Blair: ID cards for foreigners by 2008
Speaking at his monthly press conference, the prime minister defended the ID card scheme, and announced that non-EU nationals would be required to have an ID card to work in the UK or access public services as soon as 2008.
This is two years sooner than the 2010 date pencilled in for identity cards to become compulsory for all UK residents.
“The benefits of a good identity system are very clear,” the prime minister told reporters at his monthly press conference.
“Identity theft for financial gain, illegal immigration and illegal working have all increased.”
He pointed out that one in four criminals use false identities, and that some terror suspects have up to 50 identities and that this has been part of al-Qaida training.
There are four main benefits to the identity card scheme, Mr Blair claimed.
- Making the nation’s borders more secure: “We can be clear who is here, improve the integrity of our asylum system, reduce illegal immigration, and disrupt terrorist activity.”
- Improved protection to the most vulnerable: “The National Identity Register will allow people to know that their prospective nanny, child minder or carer is indeed the person they claim to be.”
- Criminal detection: “With secure ID we can speed up [detection rate] improvements.”
- The prevention of fraud: “The enterprising criminal has it fairly easy at the moment…forging an ID card and a matching biometric record will be quite another matter.”
Mr Blair then weighed these benefits against criticisms to the scheme.

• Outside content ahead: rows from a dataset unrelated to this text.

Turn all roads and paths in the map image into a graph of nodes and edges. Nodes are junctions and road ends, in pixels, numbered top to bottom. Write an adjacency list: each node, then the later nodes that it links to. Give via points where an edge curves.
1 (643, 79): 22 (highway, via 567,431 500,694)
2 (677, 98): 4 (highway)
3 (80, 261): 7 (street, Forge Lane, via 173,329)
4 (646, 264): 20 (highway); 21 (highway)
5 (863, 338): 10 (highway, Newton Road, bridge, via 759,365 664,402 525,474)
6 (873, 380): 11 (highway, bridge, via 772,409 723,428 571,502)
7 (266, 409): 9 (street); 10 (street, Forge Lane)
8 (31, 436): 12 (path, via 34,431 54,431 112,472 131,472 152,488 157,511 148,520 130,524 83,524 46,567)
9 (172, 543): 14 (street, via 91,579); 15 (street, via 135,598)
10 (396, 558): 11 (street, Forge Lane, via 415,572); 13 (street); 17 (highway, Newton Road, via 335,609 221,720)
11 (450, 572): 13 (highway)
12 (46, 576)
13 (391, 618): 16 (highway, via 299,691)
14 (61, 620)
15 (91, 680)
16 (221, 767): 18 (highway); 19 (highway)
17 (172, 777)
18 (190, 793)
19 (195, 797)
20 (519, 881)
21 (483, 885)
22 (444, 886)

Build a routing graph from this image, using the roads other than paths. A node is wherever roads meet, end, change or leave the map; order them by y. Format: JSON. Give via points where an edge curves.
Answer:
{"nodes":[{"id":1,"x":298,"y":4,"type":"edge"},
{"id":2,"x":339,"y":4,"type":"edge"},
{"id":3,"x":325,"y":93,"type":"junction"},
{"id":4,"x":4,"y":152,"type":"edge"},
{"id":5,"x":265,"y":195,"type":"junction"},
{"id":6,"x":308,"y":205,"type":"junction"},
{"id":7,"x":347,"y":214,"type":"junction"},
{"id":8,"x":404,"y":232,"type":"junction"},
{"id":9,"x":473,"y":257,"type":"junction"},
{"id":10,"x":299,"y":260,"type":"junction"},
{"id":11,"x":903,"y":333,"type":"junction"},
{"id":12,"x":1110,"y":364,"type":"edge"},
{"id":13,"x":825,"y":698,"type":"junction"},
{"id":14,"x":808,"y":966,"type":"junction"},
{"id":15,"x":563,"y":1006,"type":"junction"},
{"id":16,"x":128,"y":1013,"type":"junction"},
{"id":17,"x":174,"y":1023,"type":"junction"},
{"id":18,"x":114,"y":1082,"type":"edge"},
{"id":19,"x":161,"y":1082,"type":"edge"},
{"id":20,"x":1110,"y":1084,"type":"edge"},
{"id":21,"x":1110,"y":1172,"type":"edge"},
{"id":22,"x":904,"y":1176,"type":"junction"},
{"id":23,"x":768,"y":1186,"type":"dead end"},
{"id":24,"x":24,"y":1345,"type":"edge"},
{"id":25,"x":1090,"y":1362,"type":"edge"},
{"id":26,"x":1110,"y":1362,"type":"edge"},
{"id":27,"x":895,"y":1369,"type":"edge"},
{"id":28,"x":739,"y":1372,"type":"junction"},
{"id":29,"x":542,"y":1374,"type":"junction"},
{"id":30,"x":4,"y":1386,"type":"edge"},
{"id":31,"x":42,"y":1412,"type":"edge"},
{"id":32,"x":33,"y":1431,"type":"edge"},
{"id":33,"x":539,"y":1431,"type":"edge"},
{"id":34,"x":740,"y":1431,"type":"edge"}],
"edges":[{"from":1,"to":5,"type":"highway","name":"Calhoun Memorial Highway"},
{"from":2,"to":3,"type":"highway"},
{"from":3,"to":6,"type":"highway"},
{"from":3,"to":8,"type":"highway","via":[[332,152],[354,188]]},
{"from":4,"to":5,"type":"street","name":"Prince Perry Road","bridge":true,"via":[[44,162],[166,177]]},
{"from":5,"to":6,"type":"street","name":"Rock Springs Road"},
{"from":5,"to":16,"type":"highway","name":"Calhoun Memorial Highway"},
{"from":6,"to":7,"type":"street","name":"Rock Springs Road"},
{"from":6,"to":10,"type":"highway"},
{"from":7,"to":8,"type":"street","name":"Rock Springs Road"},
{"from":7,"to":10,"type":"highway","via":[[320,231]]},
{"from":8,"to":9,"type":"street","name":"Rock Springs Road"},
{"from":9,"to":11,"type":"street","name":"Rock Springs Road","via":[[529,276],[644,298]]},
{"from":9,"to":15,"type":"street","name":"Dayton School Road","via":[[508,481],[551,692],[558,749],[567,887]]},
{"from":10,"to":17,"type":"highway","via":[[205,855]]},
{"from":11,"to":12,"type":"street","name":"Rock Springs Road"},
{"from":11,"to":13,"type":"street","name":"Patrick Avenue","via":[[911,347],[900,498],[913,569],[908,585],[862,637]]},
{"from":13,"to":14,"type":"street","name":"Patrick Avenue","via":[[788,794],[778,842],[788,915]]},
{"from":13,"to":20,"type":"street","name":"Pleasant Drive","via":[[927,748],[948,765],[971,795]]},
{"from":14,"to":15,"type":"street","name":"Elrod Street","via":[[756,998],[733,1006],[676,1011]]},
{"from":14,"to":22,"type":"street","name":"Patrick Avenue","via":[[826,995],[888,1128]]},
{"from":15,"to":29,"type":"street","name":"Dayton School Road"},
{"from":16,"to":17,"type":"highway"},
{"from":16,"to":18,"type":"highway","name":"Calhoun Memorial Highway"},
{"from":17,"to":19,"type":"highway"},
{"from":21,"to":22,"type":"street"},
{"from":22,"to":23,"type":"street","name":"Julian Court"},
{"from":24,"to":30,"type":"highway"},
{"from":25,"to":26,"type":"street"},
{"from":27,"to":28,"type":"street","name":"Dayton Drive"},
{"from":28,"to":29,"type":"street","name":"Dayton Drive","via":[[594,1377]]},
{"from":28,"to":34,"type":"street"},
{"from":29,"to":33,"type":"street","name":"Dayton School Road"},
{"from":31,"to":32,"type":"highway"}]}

On the subject of the perceived inability of the government to deliver large-scale IT projects, he pointed to the DWP’s payment programme with 22.5 million accounts now paid directly, which he said was “delivered on time, under budget”.
On criticisms that personal liberty would be undermined, he said individuals “will have the right to see what information is held on them; the register will not contain medical records, tax or benefits information and full accreditation will be required for any organisation to access the data with the individual’s consent”.
On cost, Mr Blair pointed out that most of the additions would have to be introduced anyway under the biometric passport scheme.
“Even if the whole ID card scheme stopped today, 70 per cent of the cost of the combined passport and ID card will be incurred in any case,” he said.
“On current estimates biometric passports will have an average unit cost of £66. An ID card will add less than £30 cost on top of that. This is less than £3 per year over a ten-year card life.”
He added: “I don’t quite get [the Big Brother debate],” pointing out that 80 per cent of the UK population already had a passport and would have to renew this to a biometric one within a decade anyway.
“The real issue here is not privacy or cost, it is modernity,” Mr Blair concluded.
“We face some new problems. Biometric technology offers new solutions. But, in addition, we can already glimpse what else might be possible.”
“It is about the future and future challenges and meeting them effectively.”
Opposition parties rejected many aspects of Mr Blair’s defence of the scheme.
Shadow home secretary David Davis said: “As usual Tony Blair’s attempted defence of ID cards has left us with more questions than answers.”
Mr Davis pointed out government ministers state 95 per cent of benefit fraud is caused by people lying about their circumstances, not their identity.
Liberal Democrat home affairs spokesperson Nick Clegg added: “Tony Blair must be living in cloud-cuckoo land if he seriously believes that the creation of the world’s largest identity database will be a magic cure for identity fraud.
“All the evidence from Britain and abroad shows that big government databases just become the favoured target for ever more sophisticated organised criminals.”
The Conservatives and Liberal Democrats have said they will scrap the ID card scheme if they are voted into office.